• Work required
Among the entries below, one line contains "index pip: (1041, 633)" and another contains "ring dip: (1222, 902)". Transcribe those two lines and every line between them, exactly.

►

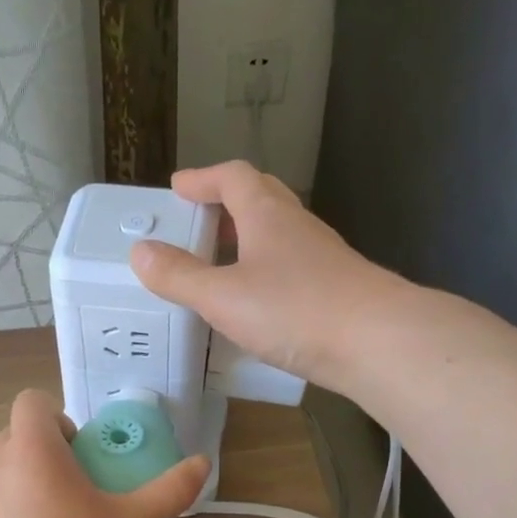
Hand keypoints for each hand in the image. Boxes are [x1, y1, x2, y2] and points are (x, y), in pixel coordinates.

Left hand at [0, 390, 209, 517]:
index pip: (32, 402)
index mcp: (32, 450)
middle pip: (19, 435)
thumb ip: (168, 490)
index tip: (86, 452)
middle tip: (87, 483)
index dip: (60, 417)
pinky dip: (22, 512)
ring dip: (37, 480)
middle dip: (52, 450)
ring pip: (9, 471)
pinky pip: (1, 505)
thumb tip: (203, 463)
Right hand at [129, 161, 411, 393]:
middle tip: (198, 222)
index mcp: (266, 214)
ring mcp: (321, 256)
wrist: (376, 341)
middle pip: (260, 197)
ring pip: (278, 233)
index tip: (178, 188)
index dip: (203, 179)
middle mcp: (296, 226)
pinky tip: (256, 301)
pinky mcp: (335, 286)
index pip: (233, 177)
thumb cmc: (295, 310)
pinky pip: (291, 265)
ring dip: (247, 239)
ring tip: (220, 264)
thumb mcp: (223, 296)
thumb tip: (139, 252)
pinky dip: (265, 270)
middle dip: (226, 204)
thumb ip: (179, 276)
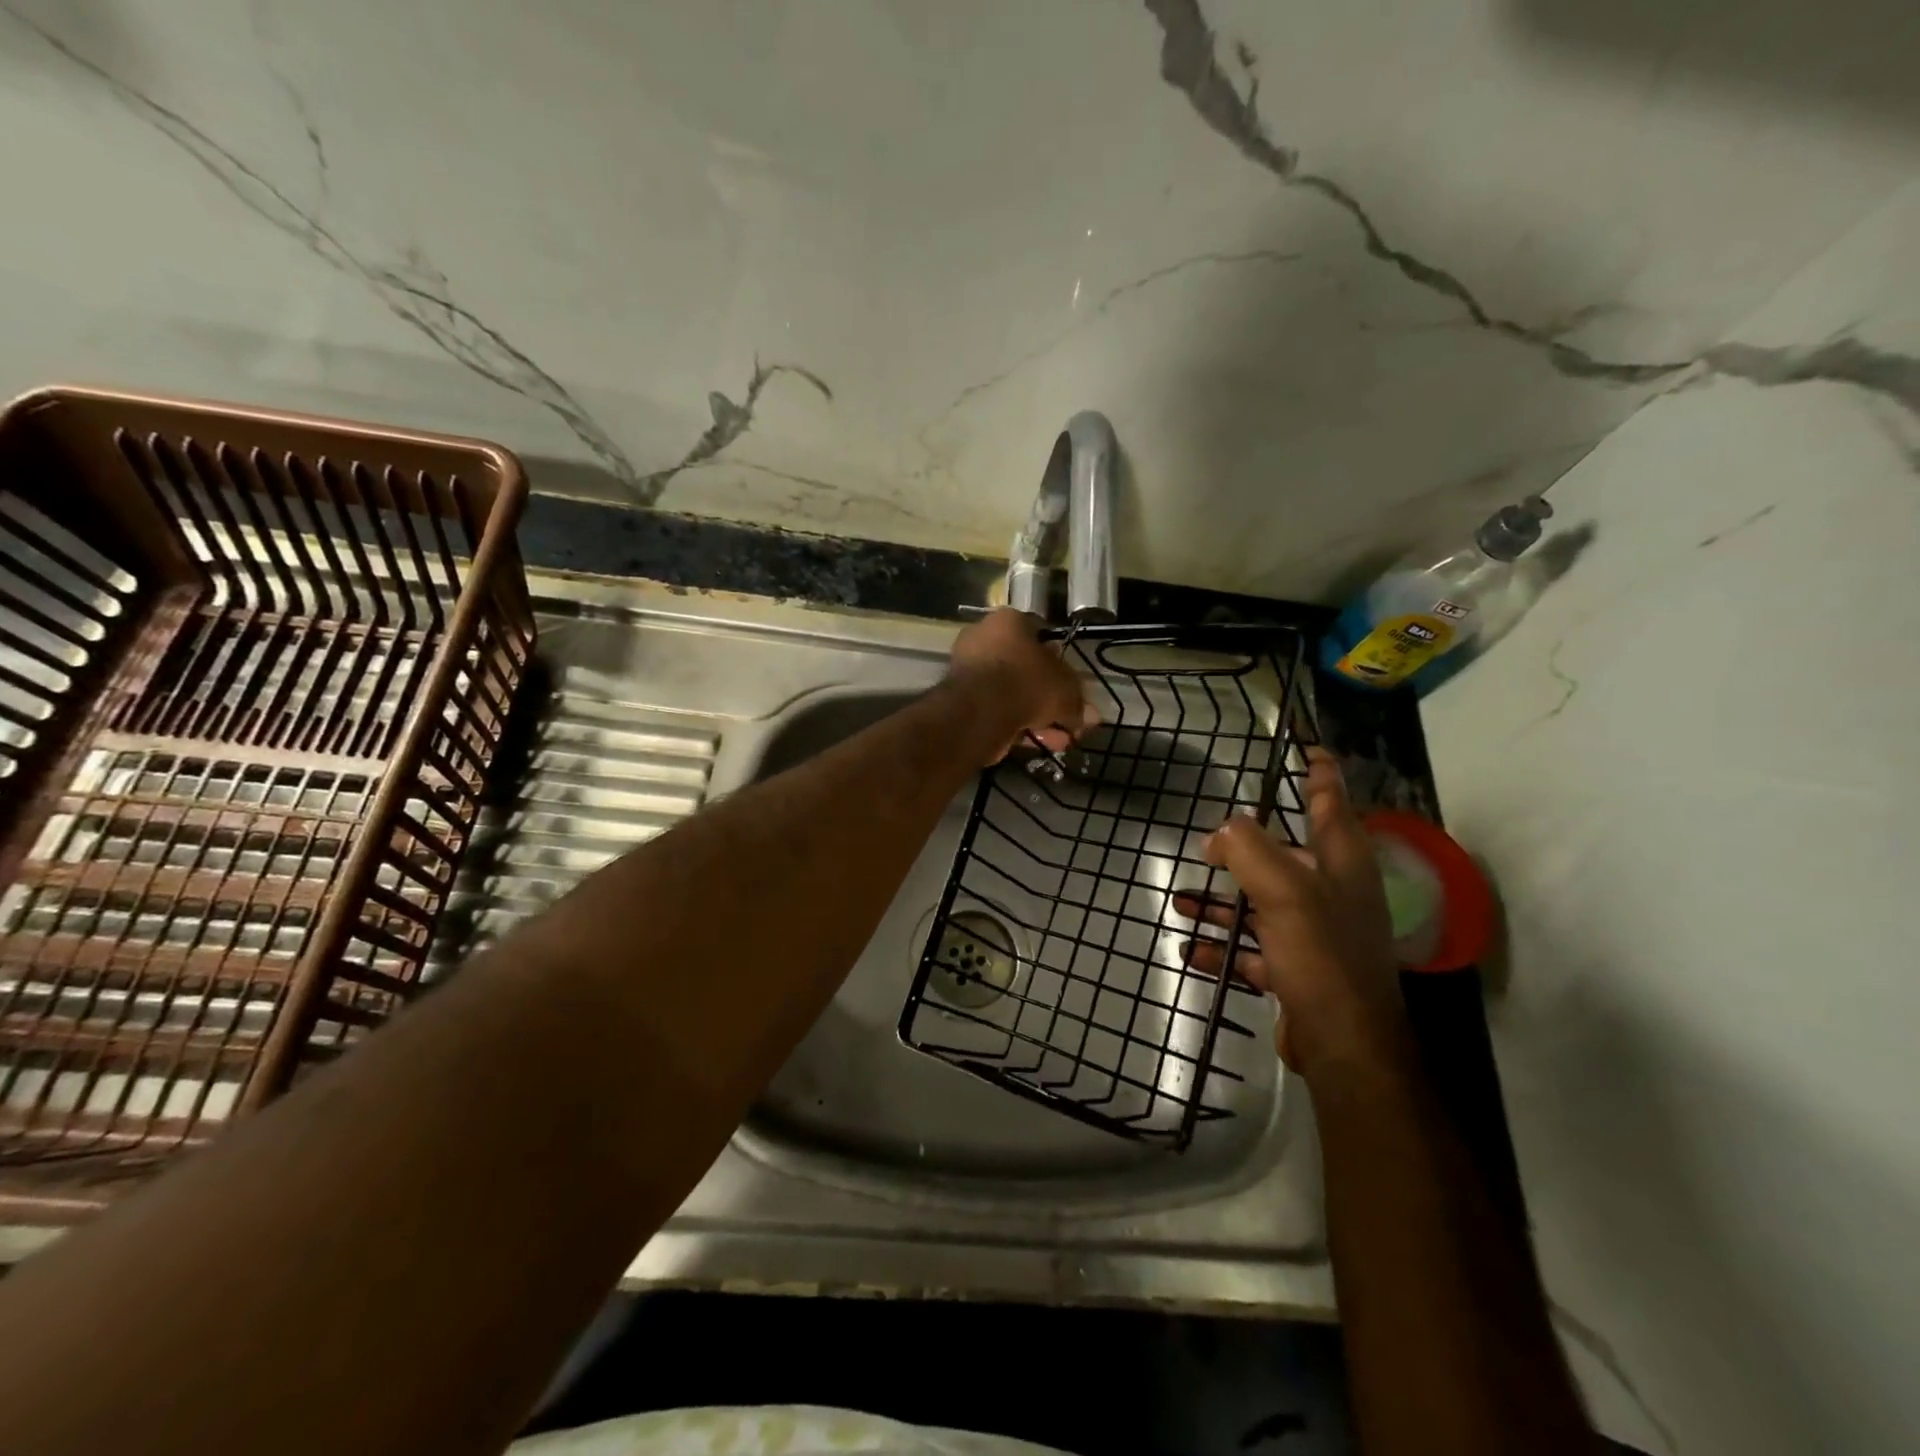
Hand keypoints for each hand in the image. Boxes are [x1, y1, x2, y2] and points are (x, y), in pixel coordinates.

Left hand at [946, 608, 1094, 762]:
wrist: (980, 712)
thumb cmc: (1027, 683)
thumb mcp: (1066, 690)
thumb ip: (1078, 702)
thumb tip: (1089, 717)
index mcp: (1008, 621)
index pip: (1041, 633)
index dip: (1061, 660)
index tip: (1072, 683)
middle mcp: (984, 638)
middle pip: (1026, 668)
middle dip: (1050, 698)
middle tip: (1068, 720)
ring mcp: (969, 670)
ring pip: (1012, 693)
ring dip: (1037, 717)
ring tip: (1058, 740)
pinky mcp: (960, 699)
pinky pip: (997, 709)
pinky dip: (1017, 725)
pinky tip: (1038, 743)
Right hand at [1175, 748, 1408, 1081]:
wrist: (1344, 1046)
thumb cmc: (1322, 955)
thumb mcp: (1284, 891)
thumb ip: (1249, 849)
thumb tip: (1221, 832)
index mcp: (1342, 864)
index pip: (1331, 804)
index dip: (1321, 775)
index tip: (1308, 751)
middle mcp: (1333, 894)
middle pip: (1287, 856)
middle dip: (1246, 849)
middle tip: (1210, 842)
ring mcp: (1316, 934)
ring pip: (1262, 904)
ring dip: (1222, 902)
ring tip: (1181, 897)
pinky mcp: (1298, 971)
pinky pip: (1253, 949)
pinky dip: (1223, 946)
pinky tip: (1190, 947)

◄

• Reply to the task
index pip: (1041, 633)
index dip: (1061, 660)
index tip: (1072, 683)
middle mcp: (984, 638)
middle pip: (1026, 668)
middle dip: (1050, 698)
middle tip: (1068, 720)
ring mcp: (969, 670)
ring pip: (1012, 693)
ring dip: (1037, 717)
ring tip: (1058, 740)
pinky mcp: (960, 699)
pinky pip: (997, 709)
pinky dip: (1017, 725)
pinky tip: (1038, 743)
Right hand at [1175, 748, 1408, 1081]:
wrist: (1344, 1046)
thumb cmc: (1322, 955)
thumb mcp: (1284, 891)
thumb ip: (1249, 849)
thumb tip: (1221, 832)
index mcp: (1342, 864)
index pip: (1331, 804)
index dip: (1321, 775)
index tip: (1308, 751)
middle mcp: (1333, 894)
middle pip: (1287, 856)
middle dip: (1246, 849)
middle tip: (1210, 842)
ring mcp: (1316, 934)
ring pip: (1262, 904)
ring dip: (1222, 902)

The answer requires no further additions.